Most IP (Internet Protocol) plans don't start as plans. They start as a single subnet on day one, then a second one bolted on for the new office, then a third for that thing somebody set up in the cloud. By year three, the route table reads like a ransom note, every Access Control List (ACL, the rules a router uses to decide which traffic to allow or block) has been patched twice, and the day a competitor gets acquired, half the network has to be renumbered. None of that has to happen. The cost of a careful IP plan, drafted in an afternoon, is hours. The cost of skipping it, paid back over years in renumbering projects and outages, runs to weeks of engineering time per incident. This post walks through that plan from a blank page, using a fictional but realistic company as the worked example.

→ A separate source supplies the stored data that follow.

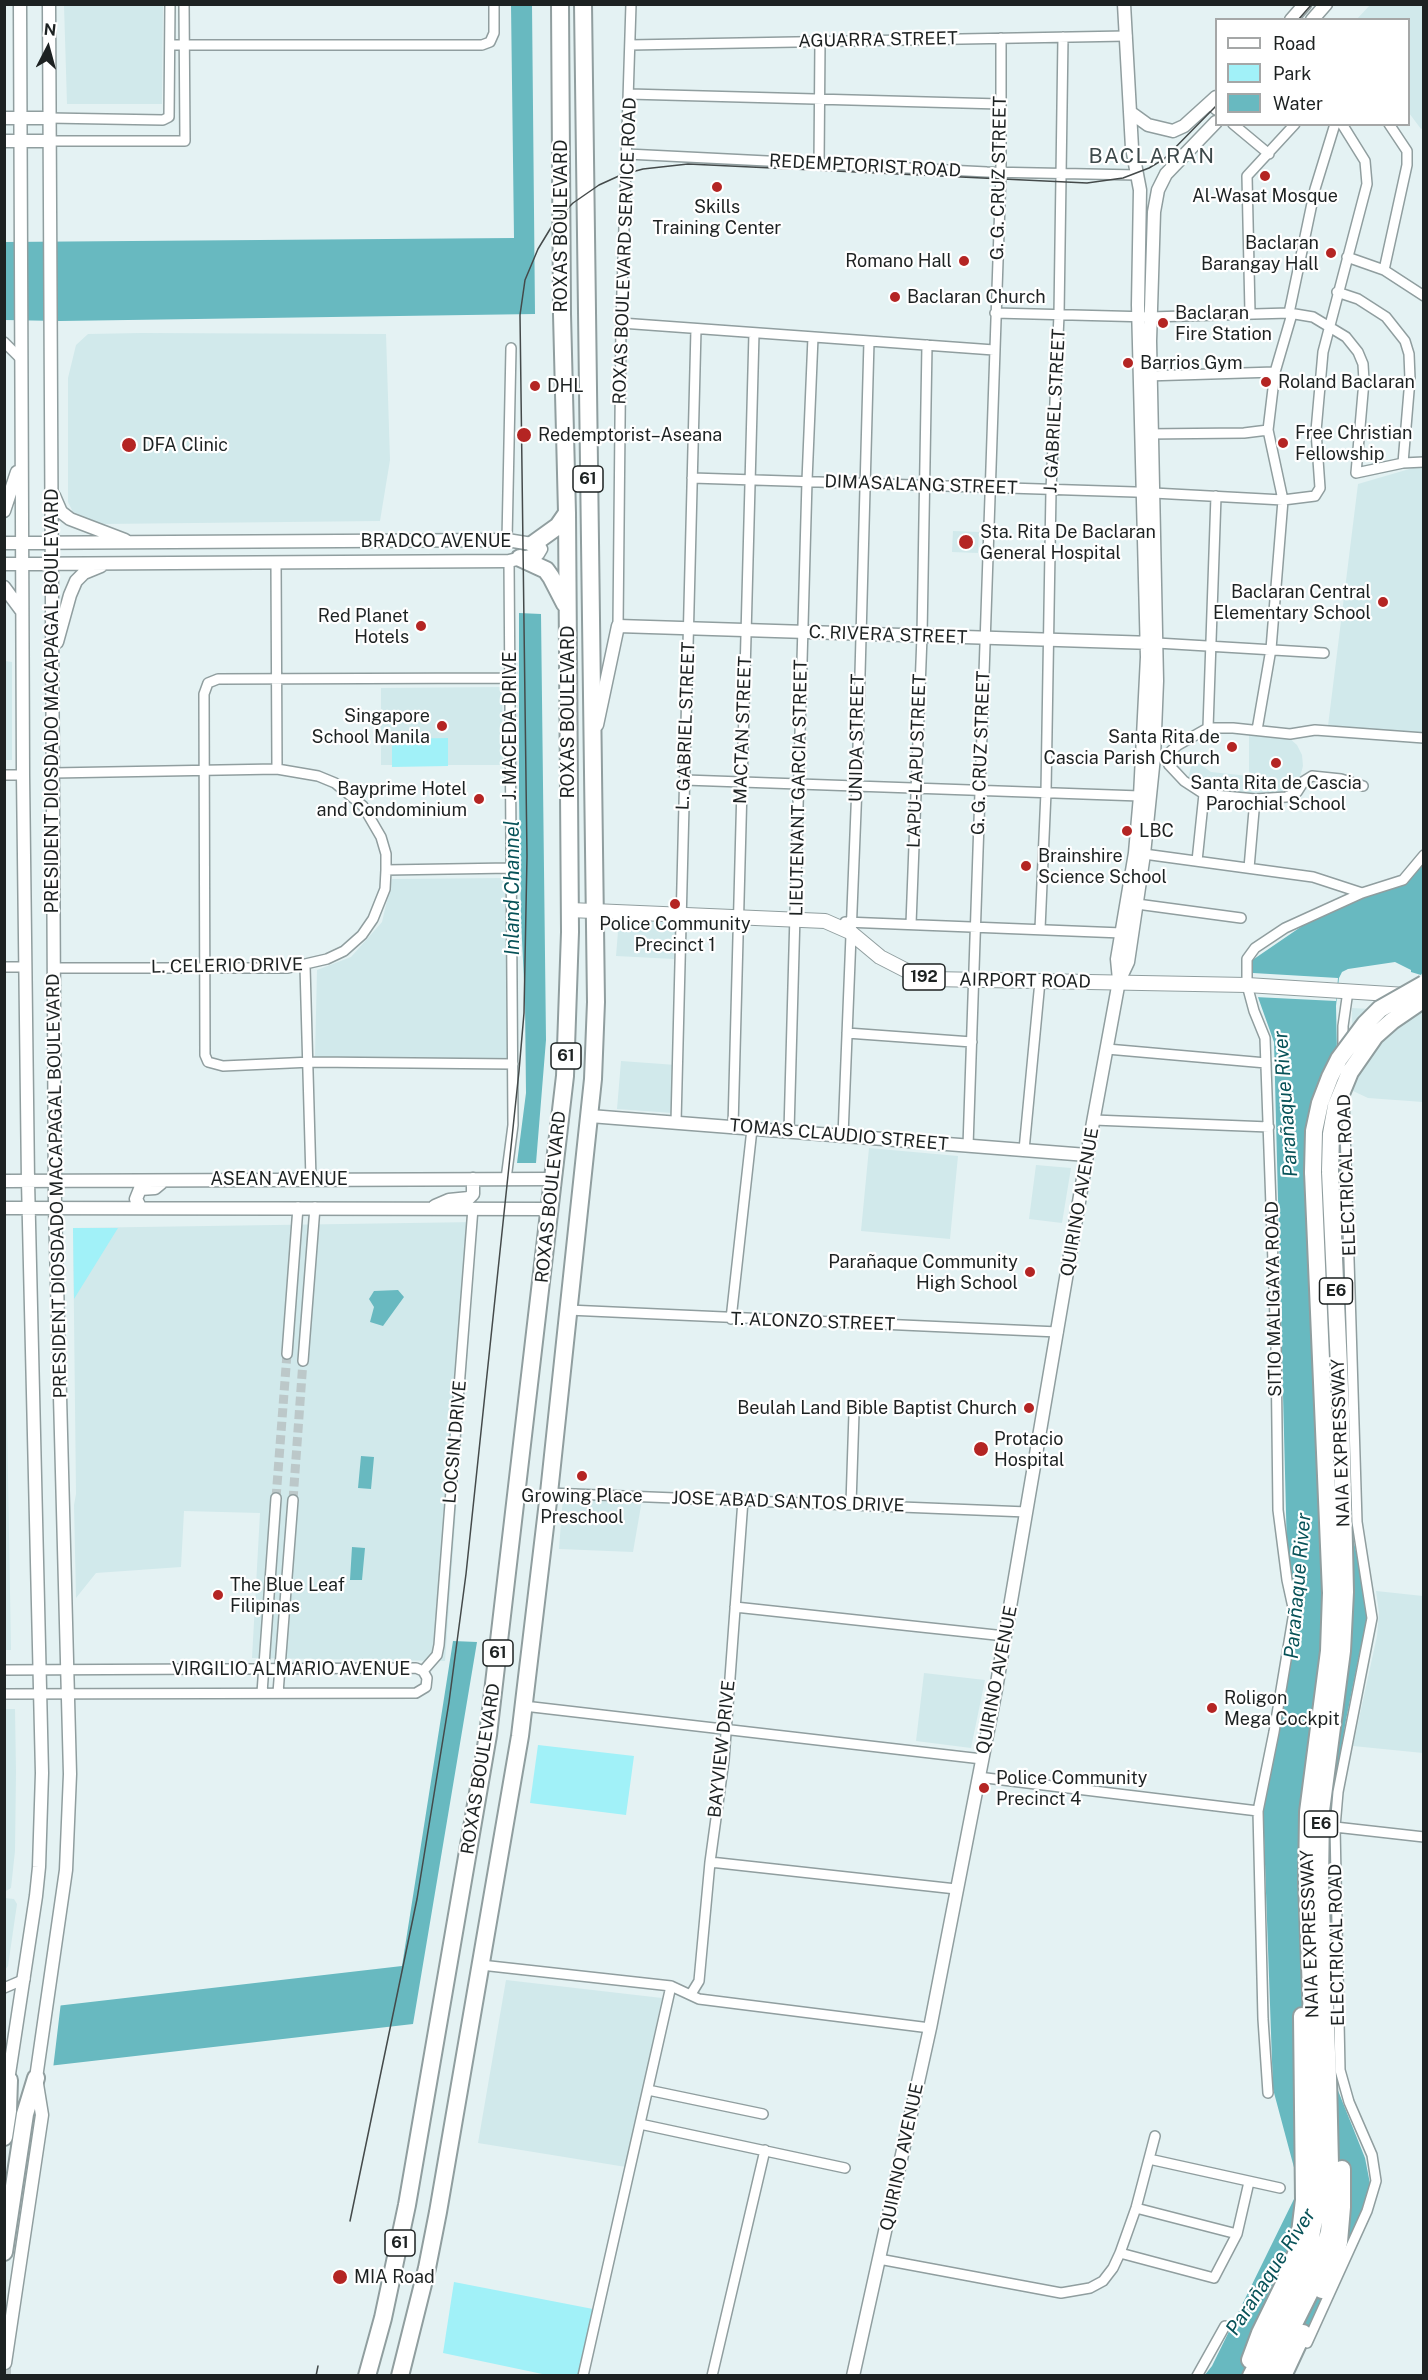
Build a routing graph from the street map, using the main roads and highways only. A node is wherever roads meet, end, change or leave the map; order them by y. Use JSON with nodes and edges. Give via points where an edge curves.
{"nodes":[{"id":1,"x":20,"y":4,"type":"edge"},
{"id":2,"x":49,"y":4,"type":"edge"},
{"id":3,"x":560,"y":4,"type":"edge"},
{"id":4,"x":583,"y":4,"type":"edge"},
{"id":5,"x":1124,"y":4,"type":"edge"},
{"id":6,"x":1305,"y":4,"type":"edge"},
{"id":7,"x":1326,"y":4,"type":"edge"},
{"id":8,"x":1293,"y":18,"type":"edge"},
{"id":9,"x":1314,"y":18,"type":"edge"},
{"id":10,"x":1214,"y":104,"type":"edge"},
{"id":11,"x":1130,"y":112,"type":"junction"},
{"id":12,"x":4,"y":118,"type":"edge"},
{"id":13,"x":22,"y":118,"type":"junction"},
{"id":14,"x":49,"y":118,"type":"junction"},
{"id":15,"x":1215,"y":123,"type":"edge"},
{"id":16,"x":4,"y":141,"type":"edge"},
{"id":17,"x":21,"y":141,"type":"junction"},
{"id":18,"x":49,"y":141,"type":"junction"},
{"id":19,"x":1139,"y":181,"type":"junction"},
{"id":20,"x":1160,"y":185,"type":"junction"},
{"id":21,"x":1144,"y":316,"type":"junction"},
{"id":22,"x":21,"y":459,"type":"junction"},
{"id":23,"x":51,"y":488,"type":"junction"},
{"id":24,"x":4,"y":511,"type":"edge"},
{"id":25,"x":567,"y":513,"type":"junction"},
{"id":26,"x":132,"y":542,"type":"junction"},
{"id":27,"x":167,"y":542,"type":"junction"},
{"id":28,"x":4,"y":543,"type":"edge"},
{"id":29,"x":21,"y":543,"type":"junction"},
{"id":30,"x":51,"y":543,"type":"junction"},
{"id":31,"x":533,"y":544,"type":"junction"},
{"id":32,"x":515,"y":560,"type":"junction"},
{"id":33,"x":21,"y":563,"type":"junction"},
{"id":34,"x":52,"y":563,"type":"junction"},
{"id":35,"x":110,"y":563,"type":"junction"},
{"id":36,"x":156,"y":563,"type":"junction"},
{"id":37,"x":4,"y":564,"type":"edge"},
{"id":38,"x":4,"y":586,"type":"edge"},
{"id":39,"x":567,"y":609,"type":"junction"},
{"id":40,"x":22,"y":612,"type":"junction"},
{"id":41,"x":618,"y":626,"type":"joint"},
{"id":42,"x":1152,"y":643,"type":"junction"},
{"id":43,"x":54,"y":657,"type":"junction"},
{"id":44,"x":592,"y":747,"type":"junction"},
{"id":45,"x":1154,"y":756,"type":"junction"},
{"id":46,"x":570,"y":910,"type":"junction"},
{"id":47,"x":594,"y":911,"type":"junction"},
{"id":48,"x":1119,"y":981,"type":"junction"},
{"id":49,"x":1424,"y":984,"type":"edge"},
{"id":50,"x":1424,"y":997,"type":"edge"},
{"id":51,"x":590,"y":1116,"type":"junction"},
{"id":52,"x":1087,"y":1155,"type":"junction"},
{"id":53,"x":473,"y":1179,"type":"junction"},
{"id":54,"x":553,"y":1179,"type":"junction"},
{"id":55,"x":165,"y":1180,"type":"junction"},
{"id":56,"x":4,"y":1181,"type":"edge"},
{"id":57,"x":28,"y":1181,"type":"junction"},
{"id":58,"x":55,"y":1181,"type":"junction"},
{"id":59,"x":55,"y":1207,"type":"junction"},
{"id":60,"x":140,"y":1207,"type":"junction"},
{"id":61,"x":4,"y":1208,"type":"edge"},
{"id":62,"x":29,"y":1208,"type":"junction"},
{"id":63,"x":431,"y":1208,"type":"junction"},
{"id":64,"x":550,"y":1209,"type":"junction"},
{"id":65,"x":1311,"y":1965,"type":"junction"},
{"id":66,"x":37,"y":2076,"type":"junction"},
{"id":67,"x":1328,"y":2077,"type":"junction"},
{"id":68,"x":8,"y":2084,"type":"edge"},
{"id":69,"x":16,"y":2113,"type":"junction"},
{"id":70,"x":4,"y":2137,"type":"edge"},
{"id":71,"x":4,"y":2252,"type":"edge"},
{"id":72,"x":5,"y":2363,"type":"edge"},
{"id":73,"x":369,"y":2368,"type":"edge"},
{"id":74,"x":401,"y":2374,"type":"edge"},
{"id":75,"x":357,"y":2376,"type":"edge"},
{"id":76,"x":853,"y":2376,"type":"edge"},
{"id":77,"x":1246,"y":2376,"type":"edge"},
{"id":78,"x":1251,"y":2376,"type":"edge"},
{"id":79,"x":1268,"y":2376,"type":"edge"},
{"id":80,"x":1283,"y":2376,"type":"edge"}],
"edges":[{"from":1,"to":13,"type":"main road","name":"PRESIDENT DIOSDADO MACAPAGAL BOULEVARD"},
{"from":2,"to":14,"type":"main road","name":"PRESIDENT DIOSDADO MACAPAGAL BOULEVARD"},
{"from":3,"to":25,"type":"highway","name":"ROXAS BOULEVARD","number":"61"},
{"from":4,"to":44,"type":"highway","name":"ROXAS BOULEVARD","number":"61"},
{"from":5,"to":11,"type":"main road","name":"QUIRINO AVENUE"},
{"from":6,"to":8,"type":"main road"},
{"from":7,"to":9,"type":"main road"},
{"from":10,"to":11,"type":"main road","via":[[1173,131],[1148,125]]},
{"from":11,"to":19,"type":"main road","name":"QUIRINO AVENUE"},
{"from":12,"to":13,"type":"main road"},
{"from":13,"to":14,"type":"main road"},
{"from":13,"to":17,"type":"main road","name":"PRESIDENT DIOSDADO MACAPAGAL BOULEVARD"},
{"from":14,"to":18,"type":"main road","name":"PRESIDENT DIOSDADO MACAPAGAL BOULEVARD"},
{"from":15,"to":20,"type":"main road","via":[[1170,169]]},
{"from":16,"to":17,"type":"main road"},
{"from":17,"to":18,"type":"main road"},
{"from":17,"to":22,"type":"main road","name":"PRESIDENT DIOSDADO MACAPAGAL BOULEVARD"},
{"from":18,"to":23,"type":"main road","name":"PRESIDENT DIOSDADO MACAPAGAL BOULEVARD"},
{"from":19,"to":20,"type":"main road","via":[[1149,187]]},
{"from":19,"to":21,"type":"main road","name":"QUIRINO AVENUE"},
{"from":20,"to":21,"type":"main road","name":"QUIRINO AVENUE"},
{"from":21,"to":42,"type":"main road","name":"QUIRINO AVENUE"},
{"from":22,"to":24,"type":"main road"},
{"from":22,"to":29,"type":"main road","name":"PRESIDENT DIOSDADO MACAPAGAL BOULEVARD"},
{"from":23,"to":26,"type":"main road","via":[[59,508],[70,519]]},
{"from":23,"to":30,"type":"main road","name":"PRESIDENT DIOSDADO MACAPAGAL BOULEVARD"},
{"from":25,"to":31,"type":"highway","via":[[558,526]]},
{"from":25,"to":39,"type":"highway","name":"ROXAS BOULEVARD","number":"61"},
{"from":26,"to":27,"type":"main road","name":"BRADCO AVENUE"},
{"from":26,"to":30,"type":"main road","name":"BRADCO AVENUE"},
{"from":27,"to":31,"type":"main road","name":"BRADCO AVENUE","via":[[507,540]]},
{"from":27,"to":36,"type":"main road","via":[[141,552],[144,560]]},
{"from":28,"to":29,"type":"main road","name":"BRADCO AVENUE"},
{"from":29,"to":30,"type":"main road","name":"BRADCO AVENUE"},
{"from":29,"to":33,"type":"main road","name":"PRESIDENT DIOSDADO MACAPAGAL BOULEVARD"},
{"from":30,"to":34,"type":"main road","name":"PRESIDENT DIOSDADO MACAPAGAL BOULEVARD"},
{"from":31,"to":32,"type":"main road","name":"BRADCO AVENUE","via":[[539,546],[539,553]]},
{"from":32,"to":36,"type":"main road","name":"BRADCO AVENUE"},
{"from":32,"to":39,"type":"highway","via":[[546,570]]},
{"from":33,"to":34,"type":"main road","name":"BRADCO AVENUE"},
{"from":33,"to":37,"type":"main road","name":"BRADCO AVENUE"},
{"from":33,"to":40,"type":"main road","name":"PRESIDENT DIOSDADO MACAPAGAL BOULEVARD"},
{"from":34,"to":35,"type":"main road","name":"BRADCO AVENUE"},
{"from":34,"to":43,"type":"main road","name":"PRESIDENT DIOSDADO MACAPAGAL BOULEVARD"},
{"from":35,"to":36,"type":"main road","name":"BRADCO AVENUE"},
{"from":35,"to":43,"type":"main road","via":[[89,570],[76,581]]},
{"from":38,"to":40,"type":"main road"},
{"from":39,"to":46,"type":"highway","name":"ROXAS BOULEVARD","number":"61"},
{"from":40,"to":57,"type":"main road","name":"PRESIDENT DIOSDADO MACAPAGAL BOULEVARD"},
{"from":41,"to":42,"type":"main road","name":"C. RIVERA STREET"},
{"from":41,"to":44,"type":"main road","name":"ROXAS BOULEVARD SERVICE ROAD"},
{"from":42,"to":45,"type":"main road","name":"QUIRINO AVENUE"},
{"from":43,"to":58,"type":"main road","name":"PRESIDENT DIOSDADO MACAPAGAL BOULEVARD"},
{"from":44,"to":47,"type":"highway","name":"ROXAS BOULEVARD","number":"61"},
{"from":45,"to":48,"type":"main road","name":"QUIRINO AVENUE","via":[[1128,962]]},
{"from":45,"to":48,"type":"main road","name":"QUIRINO AVENUE","via":[[1140,796],[1135,853],[1117,959]]},
{"from":46,"to":47,"type":"main road","name":"AIRPORT ROAD","number":"192"},
{"from":46,"to":54,"type":"highway","name":"ROXAS BOULEVARD","number":"61","via":[[565,1076]]},
{"from":47,"to":48,"type":"main road","name":"AIRPORT ROAD","number":"192","via":[[825,921],[850,927],[880,957],[931,979]]},
{"from":47,"to":51,"type":"highway","name":"ROXAS BOULEVARD","number":"61","via":[[596,1002]]},
{"from":48,"to":50,"type":"main road","name":"AIRPORT ROAD","number":"192"},
{"from":48,"to":52,"type":"main road","name":"QUIRINO AVENUE"},
{"from":49,"to":65,"type":"highway","name":"NAIA EXPRESSWAY","number":"E6","bridge":true,"via":[[1380,1010],[1352,1041],[1330,1077],[1314,1131],[1331,1624],[1308,1812]]},
{"from":50,"to":67,"type":"highway","name":"NAIA EXPRESSWAY","number":"E6","bridge":true,"via":[[1375,1036],[1350,1072],[1336,1106],[1331,1134],[1345,1592],[1342,1651],[1321,1811],[1320,1894]]},
{"from":51,"to":52,"type":"main road","name":"TOMAS CLAUDIO STREET"},
{"from":51,"to":74,"type":"highway","name":"ROXAS BOULEVARD","number":"61","via":[[524,1706],[436,2224]]},
{"from":52,"to":76,"type":"main road","name":"QUIRINO AVENUE","via":[[982,1759],[930,2028]]},
{"from":53,"to":54,"type":"main road","name":"ASEAN AVENUE"},
{"from":53,"to":55,"type":"main road","name":"ASEAN AVENUE"},
{"from":53,"to":63,"type":"main road","via":[[473,1194],[469,1198],[449,1200]]},
{"from":54,"to":64,"type":"highway","name":"ROXAS BOULEVARD","number":"61"},
{"from":55,"to":58,"type":"main road","name":"ASEAN AVENUE"},
{"from":55,"to":60,"type":"main road","via":[[155,1188],[140,1189],[136,1199]]},
{"from":56,"to":57,"type":"main road","name":"ASEAN AVENUE"},
{"from":57,"to":58,"type":"main road","name":"ASEAN AVENUE"},
{"from":57,"to":62,"type":"main road","name":"PRESIDENT DIOSDADO MACAPAGAL BOULEVARD"},
{"from":58,"to":59,"type":"main road","name":"PRESIDENT DIOSDADO MACAPAGAL BOULEVARD"},
{"from":59,"to":60,"type":"main road","name":"ASEAN AVENUE"},
{"from":59,"to":62,"type":"main road","name":"ASEAN AVENUE"},
{"from":59,"to":66,"type":"main road","name":"PRESIDENT DIOSDADO MACAPAGAL BOULEVARD","via":[[70,1774],[66,1870]]},
{"from":60,"to":63,"type":"main road","name":"ASEAN AVENUE"},
{"from":61,"to":62,"type":"main road","name":"ASEAN AVENUE"},
{"from":62,"to":68,"type":"main road","name":"PRESIDENT DIOSDADO MACAPAGAL BOULEVARD","via":[[41,1670],[39,1867]]},
{"from":63,"to":64,"type":"main road","name":"ASEAN AVENUE"},
{"from":64,"to":73,"type":"highway","name":"ROXAS BOULEVARD","number":"61","via":[[488,1735],[407,2205]]},
{"from":65,"to":77,"type":"highway","via":[[1302,2018],[1304,2200],[1298,2249],[1260,2333]]},
{"from":65,"to":78,"type":"highway","name":"NAIA EXPRESSWAY","number":"E6","via":[[1317,2190],[1314,2231],[1291,2299]]},
{"from":66,"to":69,"type":"highway"},
{"from":66,"to":72,"type":"main road","name":"PRESIDENT DIOSDADO MACAPAGAL BOULEVARD","via":[[42,2115]]},
{"from":67,"to":79,"type":"highway","name":"NAIA EXPRESSWAY","number":"E6","via":[[1329,2232],[1311,2290]]},
{"from":67,"to":80,"type":"highway","via":[[1338,2121],[1342,2167],[1339,2242],[1329,2275]]},
{"from":68,"to":69,"type":"highway"},
{"from":69,"to":70,"type":"highway"},
{"from":69,"to":71,"type":"highway"},
{"from":73,"to":75,"type":"highway"}]}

Step 1: Inventory before allocation

Before drawing a single line on a diagram, write down what you actually have to support. The questions to answer are roughly the same for every organization: how many physical sites, how many devices per site, what kinds of networks each site needs (typically users, voice, Wi-Fi, servers, IoT, guest, management, and sometimes a DMZ), how much you expect to grow over the next five years, and whether any address space already exists that you can't move. The single question that gets forgotten most often is whether your address space has to coexist with anyone else's. If you ever expect to absorb another company, share routes with a partner, or host customer environments you don't fully control, your plan needs an answer for what happens when their addresses collide with yours.

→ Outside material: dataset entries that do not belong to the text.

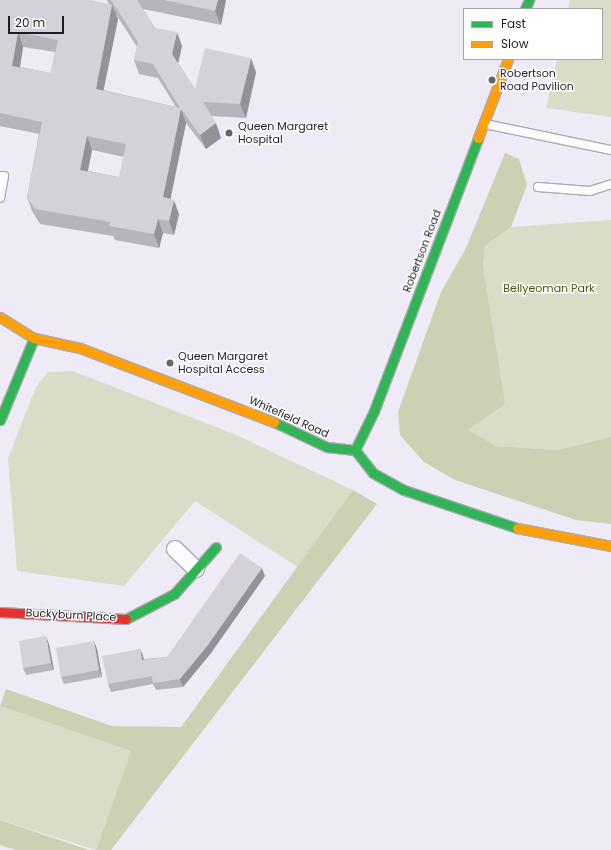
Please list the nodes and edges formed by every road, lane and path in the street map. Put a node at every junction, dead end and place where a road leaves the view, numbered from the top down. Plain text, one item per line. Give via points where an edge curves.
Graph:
1 (508, 60) edge
2 (483, 123) junction
3 (611, 150) edge
4 (0, 176) edge
5 (611, 184) edge
6 (538, 187) dead end
7 (0, 198) edge
8 (0, 317) edge
9 (34, 338) junction
10 (0, 420) edge
11 (355, 450) junction
12 (216, 546) dead end
13 (611, 546) edge
14 (175, 549) dead end
15 (196, 569) junction
16 (0, 612) edge

1 - 2 street, Robertson Road
2 - 3 lane
2 - 11 street, Robertson Road via 374,411
4 - 7 lane via 4,176
5 - 6 lane via 590,191
8 - 9 street, Whitefield Road
9 - 10 street
9 - 11 street, Whitefield Road via 80,348 158,376 261,416 327,447
11 - 13 street via 373,473 438,503 520,529
12 - 15 street, Buckyburn Place
14 - 15 street
15 - 16 street, Buckyburn Place via 174,594 129,619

For the rest of this post, the worked example is a fictional logistics company called Meridian Logistics. Their network looks like this. Three offices: a Chicago headquarters with about 600 people, a Dallas branch with 150, and an Atlanta branch with 100. One colocation data center in Ashburn, Virginia, holding around 120 physical and virtual servers. A cloud footprint in Amazon Web Services (AWS) across two regions. A wide-area network (WAN, the long-distance links that connect offices to each other and to the data center) of point-to-point connections between the offices and Ashburn. A small lab environment at the Chicago headquarters. A recent acquisition called Cargo-Co, whose internal network uses 10.1.0.0/16, the same range Meridian was planning to assign to its Dallas branch. And a five-year horizon that calls for doubling the user count and tripling the cloud footprint. Every constraint in that list will drive a real decision in the plan that follows.

Step 2: Pick the aggregate

The phrase "pick the aggregate" means choosing the single largest block of private address space the entire organization will draw from. Three private ranges are available, set aside by a 1996 standards document called RFC 1918. (RFC stands for Request for Comments, the name used for the technical specifications that define how the internet works.) The three ranges are 192.168.0.0/16, which holds about 65,000 addresses and suits home networks; 172.16.0.0/12, which holds about a million addresses and tends to be the middle option; and 10.0.0.0/8, which holds about 16.8 million addresses. A longer treatment of these ranges, along with seven other reserved blocks worth knowing, lives in a separate post on this blog.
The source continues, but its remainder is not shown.